Tarcísio recua, após prever mudança em verbas de USP, Unesp e Unicamp
Após reportagem do ‘Estadão’, governo avisou que desistirá de repartir verba das três instituições com Fanema, Famerp e Univesp; medida havia sido incluída na LDO
Antes do recuo Os reitores Carlotti Junior, Barretti e Meirelles fizeram nota pedindo mais ‘comunicação’
Autonomia financeira ‘Em quatro anos, nunca precisei ir ao Palácio do Governador solicitar recursos’, diz ex-reitor
A gestão Tarcísio de Freitas (Republicanos) desistiu de diminuir a fatia do orçamento das três universidades públicas paulistas, a Universidade de São Paulo (USP), a Estadual de Campinas (Unicamp) e a Estadual Paulista (Unesp).
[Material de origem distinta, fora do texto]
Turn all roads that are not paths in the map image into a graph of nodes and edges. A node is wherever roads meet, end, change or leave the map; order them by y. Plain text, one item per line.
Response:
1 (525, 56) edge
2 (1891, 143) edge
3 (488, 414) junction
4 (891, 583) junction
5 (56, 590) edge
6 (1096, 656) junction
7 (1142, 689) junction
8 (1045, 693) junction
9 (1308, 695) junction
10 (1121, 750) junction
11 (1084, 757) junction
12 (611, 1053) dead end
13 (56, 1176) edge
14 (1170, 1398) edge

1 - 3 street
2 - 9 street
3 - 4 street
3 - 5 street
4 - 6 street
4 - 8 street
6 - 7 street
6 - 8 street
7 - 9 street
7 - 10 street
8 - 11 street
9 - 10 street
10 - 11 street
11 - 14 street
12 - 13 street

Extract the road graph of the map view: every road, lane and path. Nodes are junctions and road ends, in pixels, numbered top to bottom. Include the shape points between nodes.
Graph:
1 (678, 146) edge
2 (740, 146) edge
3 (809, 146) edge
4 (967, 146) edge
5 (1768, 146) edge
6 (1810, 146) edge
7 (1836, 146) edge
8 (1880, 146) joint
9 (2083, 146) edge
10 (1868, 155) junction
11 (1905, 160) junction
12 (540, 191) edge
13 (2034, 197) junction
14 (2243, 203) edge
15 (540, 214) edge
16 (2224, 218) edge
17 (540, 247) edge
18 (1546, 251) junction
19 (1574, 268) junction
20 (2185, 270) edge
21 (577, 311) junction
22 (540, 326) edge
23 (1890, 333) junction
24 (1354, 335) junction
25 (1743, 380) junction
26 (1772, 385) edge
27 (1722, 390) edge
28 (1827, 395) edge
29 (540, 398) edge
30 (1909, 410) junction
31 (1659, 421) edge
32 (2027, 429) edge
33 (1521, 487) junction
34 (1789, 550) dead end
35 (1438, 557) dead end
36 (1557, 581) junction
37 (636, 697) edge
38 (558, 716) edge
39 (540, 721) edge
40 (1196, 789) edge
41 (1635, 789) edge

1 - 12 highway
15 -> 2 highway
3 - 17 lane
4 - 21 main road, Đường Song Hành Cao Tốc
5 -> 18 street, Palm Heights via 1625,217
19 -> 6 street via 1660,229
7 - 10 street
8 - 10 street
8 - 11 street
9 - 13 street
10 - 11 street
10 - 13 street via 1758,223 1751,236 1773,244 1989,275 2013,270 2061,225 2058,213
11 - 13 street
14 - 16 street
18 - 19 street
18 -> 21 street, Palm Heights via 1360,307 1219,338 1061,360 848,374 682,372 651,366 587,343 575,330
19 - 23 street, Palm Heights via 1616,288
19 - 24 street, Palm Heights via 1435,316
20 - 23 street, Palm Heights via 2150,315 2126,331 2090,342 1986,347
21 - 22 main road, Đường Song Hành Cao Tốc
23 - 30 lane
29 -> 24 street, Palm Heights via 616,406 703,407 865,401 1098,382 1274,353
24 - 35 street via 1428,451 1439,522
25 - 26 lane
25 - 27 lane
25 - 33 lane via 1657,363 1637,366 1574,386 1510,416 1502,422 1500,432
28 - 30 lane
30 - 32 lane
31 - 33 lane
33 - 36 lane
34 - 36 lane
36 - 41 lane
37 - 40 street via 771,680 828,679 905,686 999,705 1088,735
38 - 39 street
O recuo aconteceu depois que O Estadão revelou em seu portal que o governo estadual havia enviado esta semana à Assembleia Legislativa uma proposta de diretrizes orçamentárias para 2025, com mudanças na destinação de recursos às universidades.
Desde 1989, as instituições têm autonomia financeira. Um decreto estadual estipulou que seus orçamentos devem representar 9,57% da arrecadação do Imposto sobre Circulação de Mercadorias e Serviços (ICMS) do Estado – a proporção é estimada em R$ 14,6 bilhões para este ano.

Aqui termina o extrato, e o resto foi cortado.